Dritte Bildeinstellung: Moralische Verwahrlosung. Moralisch feste Koordinaten fehlen hier offensichtlich. Entgrenzungen erleben wir derzeit einige. Rassismus wird wieder hoffähig, nicht nur auf Sylt, was vor allem durch eine politische Partei verbreitet wird. Ausländer raus heißt im new speak dieser Leute Remigration. Und Antisemitismus – keinesfalls zu verwechseln mit Kritik am Staat Israel – kommt bei einigen auch wieder in Mode. Die Zukunft wird für diese Leute durch eine zwar nicht neue, aber doch ganz andere Moral definiert: „Deutschland den Deutschen.“ Wie geht es jetzt weiter? Nach der ersten Welle kollektiver Empörung – ob das Verbot des missbrauchten Liedes wirklich hilfreich ist, wird sich zeigen – setzt jetzt im öffentlichen Diskurs ein anderer Reflex ein: Die Empörung über die Empörung. Man liest über „maximalen Ausschlag auf dem Empörometer“ und über „bundesrepublikanische Rudeldresche“. Manche wittern Hysterie, Hordendynamik oder ein Abladen von kleinkariertem Neid gegen die Reichen. Andere beklagen die moralischen Ungleichgewichte dieser Empörungswelle, also dass die öffentliche Aufregung in mindestens ebenso wichtigen Fällen ausbleibt, zum Beispiel bei antisemitischen Vorfällen oder bei islamistischen Verbrechen. 

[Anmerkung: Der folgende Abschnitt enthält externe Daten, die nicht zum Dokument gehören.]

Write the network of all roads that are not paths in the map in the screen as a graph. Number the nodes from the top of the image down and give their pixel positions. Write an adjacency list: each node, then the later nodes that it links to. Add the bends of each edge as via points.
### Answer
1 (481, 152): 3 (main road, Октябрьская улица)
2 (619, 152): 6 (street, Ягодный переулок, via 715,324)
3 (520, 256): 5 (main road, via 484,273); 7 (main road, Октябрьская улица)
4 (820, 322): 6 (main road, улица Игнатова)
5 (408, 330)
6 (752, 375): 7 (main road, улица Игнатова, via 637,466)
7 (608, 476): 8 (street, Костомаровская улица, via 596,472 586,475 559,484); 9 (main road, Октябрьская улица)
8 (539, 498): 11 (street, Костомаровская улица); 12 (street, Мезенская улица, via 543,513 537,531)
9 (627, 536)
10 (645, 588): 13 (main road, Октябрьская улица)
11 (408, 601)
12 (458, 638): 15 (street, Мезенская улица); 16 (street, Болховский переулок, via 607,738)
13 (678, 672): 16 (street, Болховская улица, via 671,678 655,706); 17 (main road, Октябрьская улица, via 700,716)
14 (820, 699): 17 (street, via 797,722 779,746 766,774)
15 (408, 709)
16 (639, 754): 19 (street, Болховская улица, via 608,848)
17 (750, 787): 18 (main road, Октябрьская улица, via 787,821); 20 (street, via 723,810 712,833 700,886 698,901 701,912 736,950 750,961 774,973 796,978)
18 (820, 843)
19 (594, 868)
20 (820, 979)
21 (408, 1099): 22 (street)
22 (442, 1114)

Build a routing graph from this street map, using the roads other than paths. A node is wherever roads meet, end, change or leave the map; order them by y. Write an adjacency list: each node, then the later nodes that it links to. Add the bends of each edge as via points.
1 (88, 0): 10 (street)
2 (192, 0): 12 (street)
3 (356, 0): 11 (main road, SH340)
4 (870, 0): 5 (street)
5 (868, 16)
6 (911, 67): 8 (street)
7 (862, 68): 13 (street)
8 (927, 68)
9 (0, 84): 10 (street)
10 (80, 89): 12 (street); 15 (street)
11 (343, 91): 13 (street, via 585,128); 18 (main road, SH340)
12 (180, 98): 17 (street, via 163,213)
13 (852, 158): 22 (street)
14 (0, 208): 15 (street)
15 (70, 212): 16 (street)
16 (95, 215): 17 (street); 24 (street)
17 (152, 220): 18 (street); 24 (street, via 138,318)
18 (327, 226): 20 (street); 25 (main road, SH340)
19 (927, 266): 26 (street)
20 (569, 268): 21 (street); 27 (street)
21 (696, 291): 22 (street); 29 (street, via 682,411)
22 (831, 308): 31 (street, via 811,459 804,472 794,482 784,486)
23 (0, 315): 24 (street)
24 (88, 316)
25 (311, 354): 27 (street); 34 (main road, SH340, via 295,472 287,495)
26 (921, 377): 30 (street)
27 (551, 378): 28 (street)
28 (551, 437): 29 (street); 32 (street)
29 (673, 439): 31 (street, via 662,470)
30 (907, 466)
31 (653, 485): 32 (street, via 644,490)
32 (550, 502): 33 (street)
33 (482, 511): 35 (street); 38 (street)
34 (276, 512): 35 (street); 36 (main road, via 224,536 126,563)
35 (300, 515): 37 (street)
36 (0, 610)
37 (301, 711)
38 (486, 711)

Jenseits solcher Eingrätschungen bleibt ein hässlicher Sachverhalt übrig. Es geht um Leute, die es eigentlich besser wissen sollten. Privilegierte, die die Grundlagen unseres Gemeinwesens (Kurzform: Menschenwürde, Artikel 1 Grundgesetz) absichtlich oder, was auch nicht viel besser ist, in gedankenlosem Amüsiermodus über Bord werfen. Empörungsrituale alleine helfen zwar nicht, aber Entschiedenheit und eine klare Linie gegen solche Verwerfungen schaden unserem Land keineswegs. Das gilt nach innen und außen. Wie wichtig eine klare Grenze zu allem nazinahen Denken ist, zeigt im Übrigen, dass selbst rechtsextreme Parteien aus unseren Nachbarländern im Europaparlament die Zusammenarbeit mit der AfD trotz ansonsten bestehender Gemeinsamkeiten aufkündigen. Wer unsere Vergangenheit ausblendet, disqualifiziert sich auch in Europa. Daran hat sich nichts geändert. Das öffnet den Blick auf die vierte Bildeinstellung: Historische Ignoranz. Wer glaubt, er könne in unserem Land auf einer Party von Schönen und Reichen mit lockeren Sprüchen mal eben einen raushauen, der irrt. Man muss wissen, woher man kommt, in welchem moralischen und historischen Kontext man lebt und wofür man steht. Gilt nicht nur im Nobeltreff, aber jedenfalls auch da.  

Eine ganz andere Frage ist es, ob die „öffentliche Hinrichtung“ der Betroffenen in den sozialen Netzen gerechtfertigt ist. Auch Idioten haben Rechte. Die Bilder waren nicht anonymisiert. Hier werden Personen regelrecht vernichtet, auch Namen sollen geteilt worden sein. Auf die spätere strafrechtliche Bewertung kommt es da schon gar nicht mehr an. Und von den sonst so sensiblen Datenschützern hört man auch nichts. So übel der Anlass, an dem es nichts zu beschönigen gibt, auch ist: Das ist eine Schieflage, und diese Schieflage besteht unabhängig vom konkreten Fall. Sie betrifft uns in Wahrheit alle. Unserer Freiheit tut man damit keinen Gefallen.